Chief financial officer Patrick Jany told an earnings call there has been some boost from the Red Sea crisis in the first quarter.

The group would have expected a loss for this period without ship rerouting, but is now close to breakeven, he told the call.

Maersk is guiding for underlying Ebitda of between $1bn and $6bn this year, but a potential underlying Ebit of between a $5bn loss and breakeven.

This is due to the uncertainty over how long vessels will be rerouted.

The $5bn loss could be incurred if the situation is solved within a couple of weeks, while the more positive end of the forecasts involves disruption lasting for up to a year.

Chief executive Vincent Clerc said: “It is important to highlight that the disruption is only affecting about 36% of our volumes in our Ocean business.”

He stressed that this will not be a rates “bonanza” like that seen during the Covid pandemic.

“We see no sign of congestions or bottleneck or shifts in demand. The global supply chain remains fluid, and demand and supply steady,” he told the call.

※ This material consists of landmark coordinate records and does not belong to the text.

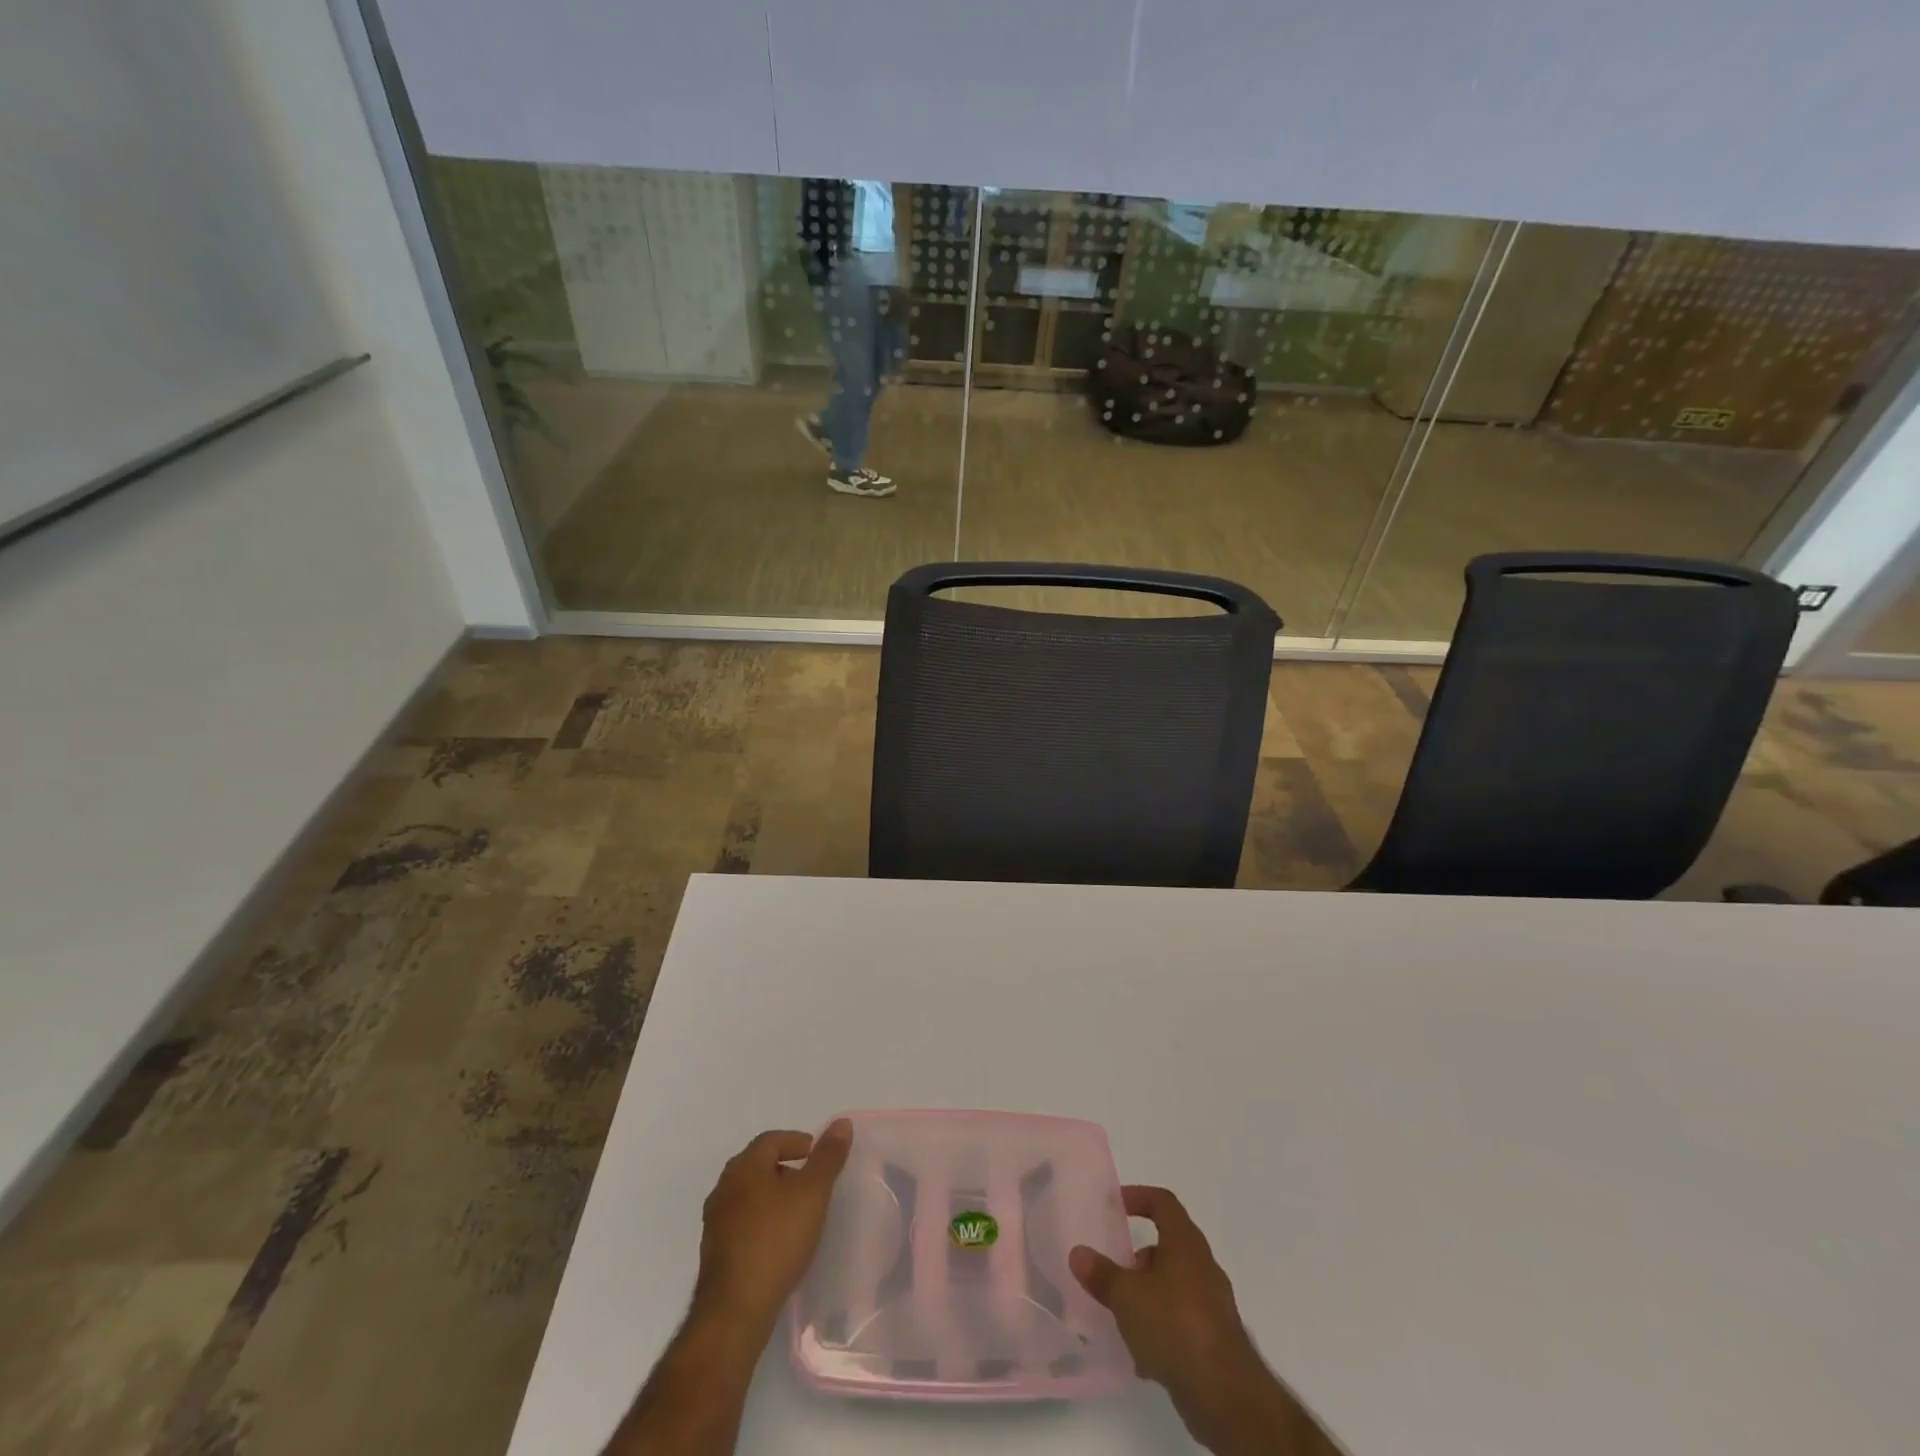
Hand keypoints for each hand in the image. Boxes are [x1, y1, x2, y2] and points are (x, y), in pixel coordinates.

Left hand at [693, 1122, 851, 1334]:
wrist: (735, 1311)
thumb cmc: (776, 1240)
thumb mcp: (812, 1193)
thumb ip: (828, 1157)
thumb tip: (842, 1122)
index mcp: (744, 1167)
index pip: (772, 1139)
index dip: (798, 1142)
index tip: (819, 1156)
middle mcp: (724, 1188)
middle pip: (758, 1165)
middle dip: (786, 1168)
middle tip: (811, 1183)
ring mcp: (715, 1222)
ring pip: (749, 1195)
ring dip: (773, 1196)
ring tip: (798, 1213)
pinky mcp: (715, 1253)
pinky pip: (742, 1223)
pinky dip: (762, 1221)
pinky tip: (778, 1241)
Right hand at [1072, 1186, 1314, 1454]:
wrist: (1225, 1394)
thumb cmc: (1174, 1325)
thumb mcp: (1126, 1296)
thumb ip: (1101, 1274)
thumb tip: (1078, 1253)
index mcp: (1185, 1243)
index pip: (1163, 1202)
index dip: (1139, 1197)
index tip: (1117, 1205)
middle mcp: (1203, 1266)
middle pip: (1169, 1245)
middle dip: (1139, 1256)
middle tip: (1114, 1268)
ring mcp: (1213, 1304)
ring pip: (1175, 1285)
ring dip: (1149, 1294)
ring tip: (1122, 1314)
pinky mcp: (1216, 1339)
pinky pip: (1182, 1320)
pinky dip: (1162, 1327)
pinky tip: (1141, 1355)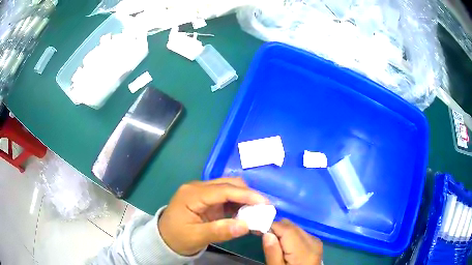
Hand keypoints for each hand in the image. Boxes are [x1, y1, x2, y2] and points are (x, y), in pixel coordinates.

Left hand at [158, 177, 268, 255]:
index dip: (246, 195)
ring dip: (245, 198)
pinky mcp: (207, 199)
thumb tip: (246, 226)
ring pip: (229, 188)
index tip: (265, 202)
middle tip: (264, 208)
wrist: (164, 238)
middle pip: (228, 184)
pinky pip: (226, 196)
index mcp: (192, 194)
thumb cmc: (177, 237)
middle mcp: (198, 188)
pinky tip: (246, 212)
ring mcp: (202, 192)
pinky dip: (238, 203)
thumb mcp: (196, 237)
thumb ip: (220, 231)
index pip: (223, 190)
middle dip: (248, 194)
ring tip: (258, 211)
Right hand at [263, 219, 322, 264]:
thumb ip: (273, 253)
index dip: (271, 226)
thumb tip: (267, 233)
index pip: (286, 228)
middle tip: (265, 240)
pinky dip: (290, 236)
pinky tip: (285, 247)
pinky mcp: (316, 243)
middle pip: (291, 226)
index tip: (257, 231)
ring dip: (283, 233)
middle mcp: (312, 241)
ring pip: (295, 228)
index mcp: (304, 250)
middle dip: (276, 229)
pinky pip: (300, 233)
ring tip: (275, 245)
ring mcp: (316, 242)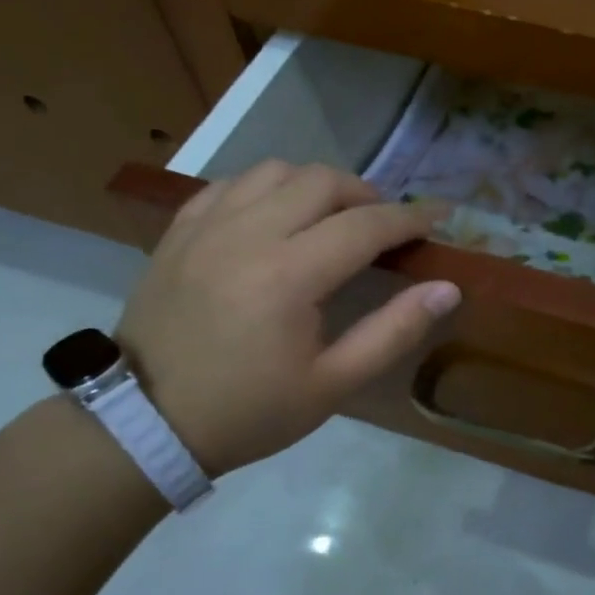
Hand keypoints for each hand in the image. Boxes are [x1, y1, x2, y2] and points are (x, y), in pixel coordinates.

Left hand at [115, 161, 459, 475]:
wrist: (147, 422)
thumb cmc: (250, 411)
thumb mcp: (333, 383)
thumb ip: (394, 331)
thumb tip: (447, 289)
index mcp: (289, 276)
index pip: (365, 225)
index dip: (410, 218)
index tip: (439, 217)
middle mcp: (247, 235)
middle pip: (322, 181)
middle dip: (367, 194)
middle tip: (385, 225)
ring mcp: (207, 227)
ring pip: (275, 171)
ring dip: (316, 185)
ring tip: (332, 216)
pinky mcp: (179, 231)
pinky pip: (232, 184)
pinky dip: (267, 188)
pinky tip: (276, 216)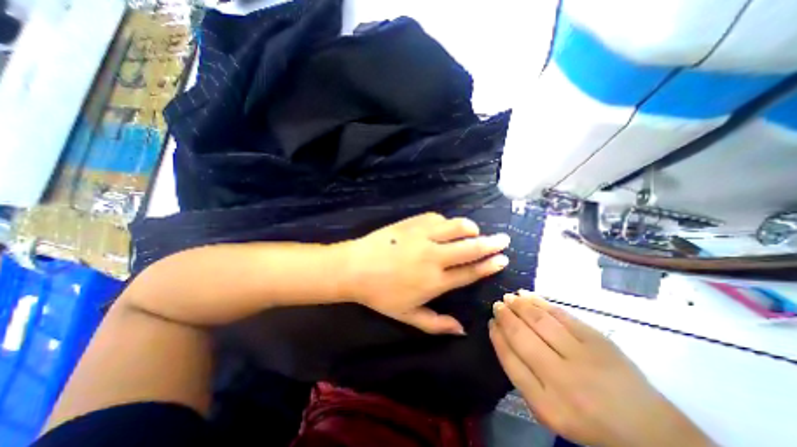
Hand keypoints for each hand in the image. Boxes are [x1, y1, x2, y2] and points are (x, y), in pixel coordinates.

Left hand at [338, 214, 507, 335]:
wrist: (354, 268)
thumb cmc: (380, 295)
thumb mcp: (407, 316)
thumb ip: (436, 324)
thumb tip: (462, 330)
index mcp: (435, 281)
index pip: (470, 272)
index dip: (488, 265)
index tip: (502, 259)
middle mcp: (434, 256)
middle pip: (470, 247)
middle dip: (491, 243)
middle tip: (503, 239)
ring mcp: (422, 236)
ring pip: (456, 226)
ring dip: (470, 228)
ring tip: (475, 231)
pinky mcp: (412, 223)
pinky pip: (436, 218)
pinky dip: (446, 222)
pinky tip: (445, 226)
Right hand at [489, 291, 711, 446]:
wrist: (650, 431)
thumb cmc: (587, 420)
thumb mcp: (547, 410)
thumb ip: (521, 376)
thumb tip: (502, 336)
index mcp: (547, 405)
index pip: (510, 360)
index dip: (497, 337)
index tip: (490, 323)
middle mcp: (563, 380)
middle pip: (522, 336)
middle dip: (505, 316)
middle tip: (497, 305)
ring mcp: (583, 357)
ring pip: (539, 320)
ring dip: (519, 305)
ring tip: (509, 298)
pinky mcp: (598, 340)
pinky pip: (561, 314)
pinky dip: (540, 302)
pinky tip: (527, 295)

He pointed out that excess capacity is now being employed on longer voyages and ship speeds are being increased again.

Red Sea escalation

Clerc said newbuildings will gradually phase in at 2%-3% net fleet growth per quarter.

“The situation in the Red Sea itself is still in an escalation phase, and it is therefore hard to predict whether it will last a quarter or a whole year,” he added.

“Nevertheless, and regardless of the duration, we expect that these new deliveries will eventually overwhelm the impact of the Red Sea disruptions.”

Clerc said the impact on clients has been significant already: “They are facing longer trips, additional charges and lower schedule reliability caused by having to reroute ships southwards.”